Help Center/ MapReduce Service/ Component Development Specifications/ HDFS/ HDFS Application Development Suggestions
Updated on 2024-08-30 GMT+08:00

HDFS Application Development Suggestions

Notes for reading and writing HDFS files

The HDFS does not support random read/write.

Data can be appended only to the end of an HDFS file.

Only data stored in the HDFS supports append. edit.log and metadata files do not support append. When using the append function, set dfs.support.append in hdfs-site.xml to true.

  • dfs.support.append is disabled by default in open-source versions but enabled by default in FusionInsight versions.
  • This parameter is a server parameter. You are advised to enable this parameter to use the append function.
  • Store data in other modes, such as HBase, if the HDFS is not applicable.

The HDFS is not suitable for storing a large number of small files

The HDFS is not suitable for storing a large number of small files because the metadata of small files will consume excessive memory resources of the NameNode.

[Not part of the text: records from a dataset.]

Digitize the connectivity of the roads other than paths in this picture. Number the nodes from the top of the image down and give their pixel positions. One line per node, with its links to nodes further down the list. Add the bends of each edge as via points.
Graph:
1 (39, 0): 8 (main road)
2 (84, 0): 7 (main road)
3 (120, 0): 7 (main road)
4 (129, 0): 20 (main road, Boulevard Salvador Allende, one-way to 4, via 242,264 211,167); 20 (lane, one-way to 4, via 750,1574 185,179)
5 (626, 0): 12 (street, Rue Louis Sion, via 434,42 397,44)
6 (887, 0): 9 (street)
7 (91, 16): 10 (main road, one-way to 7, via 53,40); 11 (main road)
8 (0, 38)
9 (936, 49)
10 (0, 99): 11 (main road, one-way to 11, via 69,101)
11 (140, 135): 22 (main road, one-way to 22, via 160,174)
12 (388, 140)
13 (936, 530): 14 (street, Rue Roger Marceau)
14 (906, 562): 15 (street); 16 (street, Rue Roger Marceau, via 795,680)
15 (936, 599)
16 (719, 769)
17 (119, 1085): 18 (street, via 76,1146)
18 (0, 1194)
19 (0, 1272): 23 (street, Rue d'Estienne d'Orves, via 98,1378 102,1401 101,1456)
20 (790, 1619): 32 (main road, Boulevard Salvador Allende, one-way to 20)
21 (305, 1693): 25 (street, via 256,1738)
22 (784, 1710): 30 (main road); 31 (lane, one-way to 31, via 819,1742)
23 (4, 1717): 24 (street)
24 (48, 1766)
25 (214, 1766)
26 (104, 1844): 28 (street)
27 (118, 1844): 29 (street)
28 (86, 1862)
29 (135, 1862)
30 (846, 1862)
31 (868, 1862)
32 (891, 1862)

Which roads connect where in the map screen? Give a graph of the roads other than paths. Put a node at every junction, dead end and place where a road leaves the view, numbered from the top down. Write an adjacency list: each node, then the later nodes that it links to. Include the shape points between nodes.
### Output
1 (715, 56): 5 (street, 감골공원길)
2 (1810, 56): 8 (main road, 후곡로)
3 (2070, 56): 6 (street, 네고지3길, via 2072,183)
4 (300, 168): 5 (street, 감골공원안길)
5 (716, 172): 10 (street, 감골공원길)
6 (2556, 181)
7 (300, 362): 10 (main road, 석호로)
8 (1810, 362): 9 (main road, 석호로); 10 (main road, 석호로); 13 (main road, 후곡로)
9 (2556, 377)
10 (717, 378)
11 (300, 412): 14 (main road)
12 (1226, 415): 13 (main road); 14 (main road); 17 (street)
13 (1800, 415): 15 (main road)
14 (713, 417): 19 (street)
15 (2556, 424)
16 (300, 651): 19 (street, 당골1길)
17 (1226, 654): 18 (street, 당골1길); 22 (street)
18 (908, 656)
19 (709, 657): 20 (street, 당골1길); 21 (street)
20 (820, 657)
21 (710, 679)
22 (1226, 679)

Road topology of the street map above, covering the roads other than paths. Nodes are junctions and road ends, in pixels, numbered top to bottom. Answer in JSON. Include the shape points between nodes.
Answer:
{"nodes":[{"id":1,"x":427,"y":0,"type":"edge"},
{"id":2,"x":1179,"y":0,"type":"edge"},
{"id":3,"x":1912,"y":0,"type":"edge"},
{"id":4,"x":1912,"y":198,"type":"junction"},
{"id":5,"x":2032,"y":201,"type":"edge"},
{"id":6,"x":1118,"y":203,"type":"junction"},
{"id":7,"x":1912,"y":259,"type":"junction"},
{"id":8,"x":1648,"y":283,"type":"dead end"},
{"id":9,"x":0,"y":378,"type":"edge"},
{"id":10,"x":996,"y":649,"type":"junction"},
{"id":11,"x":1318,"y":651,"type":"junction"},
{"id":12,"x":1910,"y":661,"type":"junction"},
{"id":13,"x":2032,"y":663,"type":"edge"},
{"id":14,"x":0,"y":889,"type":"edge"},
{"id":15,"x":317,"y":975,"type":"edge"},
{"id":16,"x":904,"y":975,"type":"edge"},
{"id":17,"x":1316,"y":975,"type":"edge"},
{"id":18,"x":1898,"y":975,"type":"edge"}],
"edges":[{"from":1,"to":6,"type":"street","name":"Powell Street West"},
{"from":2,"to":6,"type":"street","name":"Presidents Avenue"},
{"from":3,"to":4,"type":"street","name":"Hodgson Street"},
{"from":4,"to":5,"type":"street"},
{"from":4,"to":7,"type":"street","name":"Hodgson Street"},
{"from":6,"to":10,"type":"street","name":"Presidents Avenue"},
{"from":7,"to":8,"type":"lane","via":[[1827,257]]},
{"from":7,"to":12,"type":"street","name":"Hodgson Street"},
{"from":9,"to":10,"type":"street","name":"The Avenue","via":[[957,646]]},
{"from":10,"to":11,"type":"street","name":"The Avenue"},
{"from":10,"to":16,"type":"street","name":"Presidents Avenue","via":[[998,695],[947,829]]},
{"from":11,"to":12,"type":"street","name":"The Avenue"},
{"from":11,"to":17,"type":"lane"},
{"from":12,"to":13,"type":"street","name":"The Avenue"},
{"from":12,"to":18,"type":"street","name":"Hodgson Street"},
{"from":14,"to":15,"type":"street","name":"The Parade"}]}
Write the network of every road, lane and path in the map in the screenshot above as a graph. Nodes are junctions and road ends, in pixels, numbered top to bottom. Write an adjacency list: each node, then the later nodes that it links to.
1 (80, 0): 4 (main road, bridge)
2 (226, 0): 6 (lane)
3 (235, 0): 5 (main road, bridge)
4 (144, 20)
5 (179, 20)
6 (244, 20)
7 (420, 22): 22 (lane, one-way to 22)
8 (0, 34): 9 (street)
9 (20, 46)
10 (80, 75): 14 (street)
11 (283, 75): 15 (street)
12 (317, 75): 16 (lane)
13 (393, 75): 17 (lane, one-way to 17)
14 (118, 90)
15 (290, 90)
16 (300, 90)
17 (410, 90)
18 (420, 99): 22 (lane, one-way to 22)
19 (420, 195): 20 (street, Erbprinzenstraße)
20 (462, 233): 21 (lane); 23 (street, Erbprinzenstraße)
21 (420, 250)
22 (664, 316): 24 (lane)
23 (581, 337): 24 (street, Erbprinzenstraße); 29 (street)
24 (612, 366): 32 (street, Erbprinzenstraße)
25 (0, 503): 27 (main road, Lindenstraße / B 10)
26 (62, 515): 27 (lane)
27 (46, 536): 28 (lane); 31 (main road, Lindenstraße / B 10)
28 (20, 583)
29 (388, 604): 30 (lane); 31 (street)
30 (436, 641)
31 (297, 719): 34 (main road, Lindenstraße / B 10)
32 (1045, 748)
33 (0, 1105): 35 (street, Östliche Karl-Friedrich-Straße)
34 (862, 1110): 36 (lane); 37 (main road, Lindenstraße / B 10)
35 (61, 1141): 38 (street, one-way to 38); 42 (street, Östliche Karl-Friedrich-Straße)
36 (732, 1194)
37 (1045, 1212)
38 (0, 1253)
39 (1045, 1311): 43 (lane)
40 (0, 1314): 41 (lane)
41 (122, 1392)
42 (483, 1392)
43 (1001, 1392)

Back up HDFS data in three duplicates

Three duplicates are enough for DataNode data backup. System data security is improved when more duplicates are generated but system efficiency is reduced. When a node is faulty, data on the node is balanced to other nodes.

Periodical HDFS Image Back-up

The system can back up the data on NameNode periodically after the image back-up parameter fs.namenode.image.backup.enable is set to true.

Provide operations to ensure data reliability

When you invoke the write function to write data, HDFS client does not write the data to HDFS but caches it in the client memory. If the client is abnormal, power-off, the data will be lost. For high-reliability demanding data, invoke hflush to refresh the data to HDFS after writing finishes.